# Hunting Videos



## Megadippen (May 3, 2011)

Hello i have been looking for some slingshot hunting videos for a while now and i can only find very short ones








So guys post all your good slingshot hunting videos you have seen, because i guess there is alot of instrest in this









/Thanks


----------



## Brooklyn00003 (Feb 28, 2010)

You can check on youtube many are there i believe. Especialy the Chinese ones. Try to get on the Youku.com chinese site.


----------



## gamekeeper john (Apr 11, 2011)

i have a few that i have done on my youtube account, duck kills, rabbit kills, pigeon kills ect.... the link is below in my signature, john


----------



## Nico (Sep 10, 2010)

Hmmm this post seems anti-hunting in nature.. Why would you need people to post hunting vids? Evidence maybe to support the antis?

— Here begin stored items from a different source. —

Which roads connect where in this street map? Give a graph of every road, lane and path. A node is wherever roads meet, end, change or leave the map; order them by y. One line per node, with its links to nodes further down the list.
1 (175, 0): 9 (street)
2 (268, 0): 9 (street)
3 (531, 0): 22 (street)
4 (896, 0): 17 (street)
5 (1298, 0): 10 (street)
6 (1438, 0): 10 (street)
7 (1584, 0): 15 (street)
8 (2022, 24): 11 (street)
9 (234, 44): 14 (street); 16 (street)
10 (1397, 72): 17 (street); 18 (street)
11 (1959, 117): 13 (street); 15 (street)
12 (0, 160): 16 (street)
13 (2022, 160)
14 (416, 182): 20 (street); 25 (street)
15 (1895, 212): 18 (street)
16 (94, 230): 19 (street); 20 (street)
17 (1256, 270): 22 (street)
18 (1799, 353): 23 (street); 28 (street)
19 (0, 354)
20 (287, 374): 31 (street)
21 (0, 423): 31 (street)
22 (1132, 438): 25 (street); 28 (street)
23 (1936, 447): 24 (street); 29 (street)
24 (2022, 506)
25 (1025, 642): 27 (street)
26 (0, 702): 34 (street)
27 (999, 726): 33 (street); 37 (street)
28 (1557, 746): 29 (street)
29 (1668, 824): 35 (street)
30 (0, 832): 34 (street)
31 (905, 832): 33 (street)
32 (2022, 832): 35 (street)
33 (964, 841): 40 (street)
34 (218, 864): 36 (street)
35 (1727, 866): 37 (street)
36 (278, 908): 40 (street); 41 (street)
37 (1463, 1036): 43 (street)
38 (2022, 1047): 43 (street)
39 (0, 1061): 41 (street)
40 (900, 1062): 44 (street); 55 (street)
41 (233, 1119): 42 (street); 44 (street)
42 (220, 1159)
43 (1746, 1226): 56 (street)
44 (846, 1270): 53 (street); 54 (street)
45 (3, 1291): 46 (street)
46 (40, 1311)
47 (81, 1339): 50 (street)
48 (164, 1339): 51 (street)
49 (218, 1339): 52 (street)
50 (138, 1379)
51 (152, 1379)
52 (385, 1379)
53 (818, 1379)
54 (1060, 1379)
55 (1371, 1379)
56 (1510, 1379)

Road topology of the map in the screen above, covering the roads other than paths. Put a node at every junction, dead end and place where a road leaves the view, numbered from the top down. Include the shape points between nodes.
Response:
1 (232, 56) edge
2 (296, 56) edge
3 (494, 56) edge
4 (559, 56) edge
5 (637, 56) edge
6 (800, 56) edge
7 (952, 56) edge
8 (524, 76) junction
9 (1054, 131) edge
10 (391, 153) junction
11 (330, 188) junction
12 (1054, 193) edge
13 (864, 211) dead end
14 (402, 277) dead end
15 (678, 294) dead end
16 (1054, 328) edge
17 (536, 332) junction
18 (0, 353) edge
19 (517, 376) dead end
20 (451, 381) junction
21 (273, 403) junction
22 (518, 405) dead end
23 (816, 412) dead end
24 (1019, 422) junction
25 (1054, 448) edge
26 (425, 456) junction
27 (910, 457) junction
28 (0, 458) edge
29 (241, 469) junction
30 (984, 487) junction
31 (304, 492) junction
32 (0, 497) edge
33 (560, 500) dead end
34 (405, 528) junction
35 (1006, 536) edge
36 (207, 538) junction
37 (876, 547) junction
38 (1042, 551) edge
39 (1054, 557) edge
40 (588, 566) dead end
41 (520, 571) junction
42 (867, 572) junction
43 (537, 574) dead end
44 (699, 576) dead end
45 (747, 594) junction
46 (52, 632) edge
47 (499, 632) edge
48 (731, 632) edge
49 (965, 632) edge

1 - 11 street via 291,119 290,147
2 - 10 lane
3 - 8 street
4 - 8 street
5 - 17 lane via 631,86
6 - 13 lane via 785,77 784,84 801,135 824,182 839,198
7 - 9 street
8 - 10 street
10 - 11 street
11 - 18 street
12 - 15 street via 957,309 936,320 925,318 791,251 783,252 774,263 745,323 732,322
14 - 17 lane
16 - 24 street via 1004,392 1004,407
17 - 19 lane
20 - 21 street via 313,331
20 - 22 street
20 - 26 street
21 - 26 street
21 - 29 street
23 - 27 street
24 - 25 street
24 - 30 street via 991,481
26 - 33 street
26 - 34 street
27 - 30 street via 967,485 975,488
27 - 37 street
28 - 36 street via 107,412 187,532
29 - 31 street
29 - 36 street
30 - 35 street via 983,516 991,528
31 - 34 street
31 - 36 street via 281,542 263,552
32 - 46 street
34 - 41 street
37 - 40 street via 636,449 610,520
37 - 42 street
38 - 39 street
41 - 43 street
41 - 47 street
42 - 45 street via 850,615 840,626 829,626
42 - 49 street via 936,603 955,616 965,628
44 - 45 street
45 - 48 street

Dont want to sound paranoid but the presentation seems suspicious to me...


----------



## kyrokon (Feb 11, 2011)

Good point Nico, but a lot of the you tube hunting video have been blocked that I have see.


----------



## frogman (Nov 11, 2010)

I wouldn't touch that with a ten foot pole..Nico you hit it solid.


----------



## Gwilym (Dec 9, 2010)

This may be an anti hunting thread I can't say but I would definitely like to see more hunting videos. I don't mind if they are short but its more fun seeing the action than just the aftermath in my opinion. I'm not arguing but why do you think it would be more damaging if antis got hold of videos instead of the large quantities of pictures people submit.


----------



## shot in the foot (Jan 3, 2010)

As long as you keep within the law you are safe, but make sure you know your laws for your own country, jeff


----------



## Megadippen (May 3, 2011)

Seriously guys ? i have been out hunting with my dad since i was 6 now i am 19. this is not any anti hunting **** I am a serious hunter but
i dont hunt with slingshots myself i do only use guns for hunting so thats why i want to se videos.i would be the last anti hunter here i promise.


----------